>>>

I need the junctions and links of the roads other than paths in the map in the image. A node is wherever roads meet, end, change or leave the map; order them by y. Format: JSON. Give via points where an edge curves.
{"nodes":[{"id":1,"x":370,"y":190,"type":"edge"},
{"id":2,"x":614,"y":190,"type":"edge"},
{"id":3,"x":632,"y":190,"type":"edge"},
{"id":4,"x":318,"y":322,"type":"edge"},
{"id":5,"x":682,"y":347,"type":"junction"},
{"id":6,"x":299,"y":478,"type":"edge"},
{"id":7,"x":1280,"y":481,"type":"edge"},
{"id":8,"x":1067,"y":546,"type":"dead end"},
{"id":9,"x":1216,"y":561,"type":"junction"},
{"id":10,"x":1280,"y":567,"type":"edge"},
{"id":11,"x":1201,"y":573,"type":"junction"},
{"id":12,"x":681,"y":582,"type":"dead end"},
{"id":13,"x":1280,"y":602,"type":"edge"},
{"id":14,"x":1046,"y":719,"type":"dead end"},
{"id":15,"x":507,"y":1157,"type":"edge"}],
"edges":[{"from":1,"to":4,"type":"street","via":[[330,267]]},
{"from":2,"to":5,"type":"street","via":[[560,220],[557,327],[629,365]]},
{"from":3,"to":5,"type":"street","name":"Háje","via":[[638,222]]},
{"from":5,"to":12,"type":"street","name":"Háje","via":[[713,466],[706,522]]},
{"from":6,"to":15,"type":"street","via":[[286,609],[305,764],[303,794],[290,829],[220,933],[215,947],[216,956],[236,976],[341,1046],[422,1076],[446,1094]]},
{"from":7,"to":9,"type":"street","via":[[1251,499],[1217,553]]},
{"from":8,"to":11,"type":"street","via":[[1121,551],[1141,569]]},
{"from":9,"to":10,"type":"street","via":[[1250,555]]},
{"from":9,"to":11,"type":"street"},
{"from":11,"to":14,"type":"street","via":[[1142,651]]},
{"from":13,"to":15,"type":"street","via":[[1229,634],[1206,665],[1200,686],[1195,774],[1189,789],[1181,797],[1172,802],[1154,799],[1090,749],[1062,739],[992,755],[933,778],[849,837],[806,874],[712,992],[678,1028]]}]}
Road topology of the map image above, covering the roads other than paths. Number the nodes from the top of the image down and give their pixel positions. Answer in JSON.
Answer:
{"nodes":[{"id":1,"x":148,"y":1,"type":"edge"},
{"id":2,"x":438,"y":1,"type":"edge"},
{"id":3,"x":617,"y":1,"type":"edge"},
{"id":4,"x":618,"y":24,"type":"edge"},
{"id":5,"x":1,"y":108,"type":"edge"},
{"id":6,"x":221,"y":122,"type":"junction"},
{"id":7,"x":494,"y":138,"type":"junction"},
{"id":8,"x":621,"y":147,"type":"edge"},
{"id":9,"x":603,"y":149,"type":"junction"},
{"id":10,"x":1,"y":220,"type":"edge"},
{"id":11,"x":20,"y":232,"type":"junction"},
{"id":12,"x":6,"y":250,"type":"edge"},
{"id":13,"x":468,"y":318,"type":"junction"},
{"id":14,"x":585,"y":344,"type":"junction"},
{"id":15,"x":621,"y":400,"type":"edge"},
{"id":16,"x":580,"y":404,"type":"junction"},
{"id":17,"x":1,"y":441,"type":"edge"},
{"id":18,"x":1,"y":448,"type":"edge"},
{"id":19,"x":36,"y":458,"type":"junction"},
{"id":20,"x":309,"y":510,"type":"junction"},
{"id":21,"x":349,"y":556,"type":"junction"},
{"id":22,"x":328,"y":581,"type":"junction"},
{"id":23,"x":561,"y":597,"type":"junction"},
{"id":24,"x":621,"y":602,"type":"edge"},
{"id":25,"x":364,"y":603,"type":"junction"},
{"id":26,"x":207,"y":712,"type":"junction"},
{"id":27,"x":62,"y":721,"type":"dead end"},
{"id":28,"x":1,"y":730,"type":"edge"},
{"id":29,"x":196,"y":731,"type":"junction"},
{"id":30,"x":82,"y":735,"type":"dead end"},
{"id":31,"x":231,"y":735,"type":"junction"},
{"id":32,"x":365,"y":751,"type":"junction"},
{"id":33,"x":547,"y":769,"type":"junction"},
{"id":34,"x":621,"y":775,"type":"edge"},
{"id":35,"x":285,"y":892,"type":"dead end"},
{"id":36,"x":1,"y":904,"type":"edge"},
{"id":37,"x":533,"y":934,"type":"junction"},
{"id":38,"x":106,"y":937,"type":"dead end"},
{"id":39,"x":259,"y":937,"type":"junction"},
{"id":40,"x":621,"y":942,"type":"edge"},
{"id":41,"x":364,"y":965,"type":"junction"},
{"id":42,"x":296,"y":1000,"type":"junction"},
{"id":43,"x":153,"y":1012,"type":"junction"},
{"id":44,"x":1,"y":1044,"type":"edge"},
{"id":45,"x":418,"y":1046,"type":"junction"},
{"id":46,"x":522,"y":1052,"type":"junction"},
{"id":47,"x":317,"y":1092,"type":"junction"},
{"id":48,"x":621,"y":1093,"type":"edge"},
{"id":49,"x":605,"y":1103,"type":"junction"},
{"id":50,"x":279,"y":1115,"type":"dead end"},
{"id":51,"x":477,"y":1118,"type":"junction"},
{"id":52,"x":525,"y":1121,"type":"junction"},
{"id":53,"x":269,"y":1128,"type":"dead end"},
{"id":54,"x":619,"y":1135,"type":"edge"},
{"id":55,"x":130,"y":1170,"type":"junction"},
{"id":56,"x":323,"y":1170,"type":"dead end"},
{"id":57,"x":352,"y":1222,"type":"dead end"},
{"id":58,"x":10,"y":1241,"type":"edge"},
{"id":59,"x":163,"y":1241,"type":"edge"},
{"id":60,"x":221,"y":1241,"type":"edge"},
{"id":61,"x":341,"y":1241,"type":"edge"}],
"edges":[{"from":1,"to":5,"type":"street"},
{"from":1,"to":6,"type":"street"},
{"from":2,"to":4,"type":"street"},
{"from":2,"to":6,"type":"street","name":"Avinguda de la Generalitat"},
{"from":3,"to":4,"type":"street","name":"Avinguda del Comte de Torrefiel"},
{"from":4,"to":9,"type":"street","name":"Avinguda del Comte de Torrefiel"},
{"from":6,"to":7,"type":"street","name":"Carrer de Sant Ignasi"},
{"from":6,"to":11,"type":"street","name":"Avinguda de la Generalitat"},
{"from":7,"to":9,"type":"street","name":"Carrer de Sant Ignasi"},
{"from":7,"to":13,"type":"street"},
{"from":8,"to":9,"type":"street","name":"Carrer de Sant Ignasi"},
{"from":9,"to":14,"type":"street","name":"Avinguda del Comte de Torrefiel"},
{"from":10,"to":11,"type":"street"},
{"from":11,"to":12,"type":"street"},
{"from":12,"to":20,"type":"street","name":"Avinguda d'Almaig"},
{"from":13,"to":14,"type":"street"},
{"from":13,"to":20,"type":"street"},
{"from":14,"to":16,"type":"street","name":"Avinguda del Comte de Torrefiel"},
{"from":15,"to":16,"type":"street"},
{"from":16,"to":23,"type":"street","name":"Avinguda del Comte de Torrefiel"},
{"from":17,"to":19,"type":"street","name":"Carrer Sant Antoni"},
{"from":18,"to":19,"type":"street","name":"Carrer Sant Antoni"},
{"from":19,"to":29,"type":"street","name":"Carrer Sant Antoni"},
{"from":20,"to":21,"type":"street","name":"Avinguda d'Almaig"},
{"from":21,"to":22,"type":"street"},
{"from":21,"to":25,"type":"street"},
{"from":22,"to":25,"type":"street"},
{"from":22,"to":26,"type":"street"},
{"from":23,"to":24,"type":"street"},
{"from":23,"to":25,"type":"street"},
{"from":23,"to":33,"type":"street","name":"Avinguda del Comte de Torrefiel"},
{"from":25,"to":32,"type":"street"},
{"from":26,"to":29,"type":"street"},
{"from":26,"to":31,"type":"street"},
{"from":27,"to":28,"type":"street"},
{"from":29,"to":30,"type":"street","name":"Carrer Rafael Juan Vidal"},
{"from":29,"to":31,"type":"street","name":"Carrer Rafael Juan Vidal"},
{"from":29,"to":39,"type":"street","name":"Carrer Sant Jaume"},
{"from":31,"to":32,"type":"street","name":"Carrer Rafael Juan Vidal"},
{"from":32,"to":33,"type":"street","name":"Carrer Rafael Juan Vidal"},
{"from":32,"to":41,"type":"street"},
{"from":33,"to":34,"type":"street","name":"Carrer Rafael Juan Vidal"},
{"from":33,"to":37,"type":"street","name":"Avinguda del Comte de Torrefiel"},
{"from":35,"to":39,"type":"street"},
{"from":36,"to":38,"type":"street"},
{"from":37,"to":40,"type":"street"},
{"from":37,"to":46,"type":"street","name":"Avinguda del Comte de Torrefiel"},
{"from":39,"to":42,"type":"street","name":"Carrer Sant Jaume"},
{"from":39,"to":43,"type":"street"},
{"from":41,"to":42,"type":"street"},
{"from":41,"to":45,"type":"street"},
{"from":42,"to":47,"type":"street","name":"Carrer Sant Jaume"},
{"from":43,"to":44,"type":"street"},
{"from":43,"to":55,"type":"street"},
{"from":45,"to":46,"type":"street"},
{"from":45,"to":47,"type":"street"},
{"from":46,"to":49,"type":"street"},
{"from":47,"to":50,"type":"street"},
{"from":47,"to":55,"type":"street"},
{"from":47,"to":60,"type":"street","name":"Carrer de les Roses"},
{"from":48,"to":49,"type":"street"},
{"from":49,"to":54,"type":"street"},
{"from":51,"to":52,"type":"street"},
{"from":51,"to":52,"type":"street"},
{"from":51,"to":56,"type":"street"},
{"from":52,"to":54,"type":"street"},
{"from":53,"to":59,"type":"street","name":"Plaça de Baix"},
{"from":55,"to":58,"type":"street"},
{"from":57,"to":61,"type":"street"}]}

<<<

Task objective
Copy out the lines of the data where the string "JSON" occurs.

Solution for this problem
I need the junctions and links of the roads other than paths in the map in the image. A node is wherever roads meet, end, change or leave the map; order them by y. Format: JSON. Give via points where an edge curves.
Road topology of the map image above, covering the roads other than paths. Number the nodes from the top of the image down and give their pixel positions. Answer in JSON.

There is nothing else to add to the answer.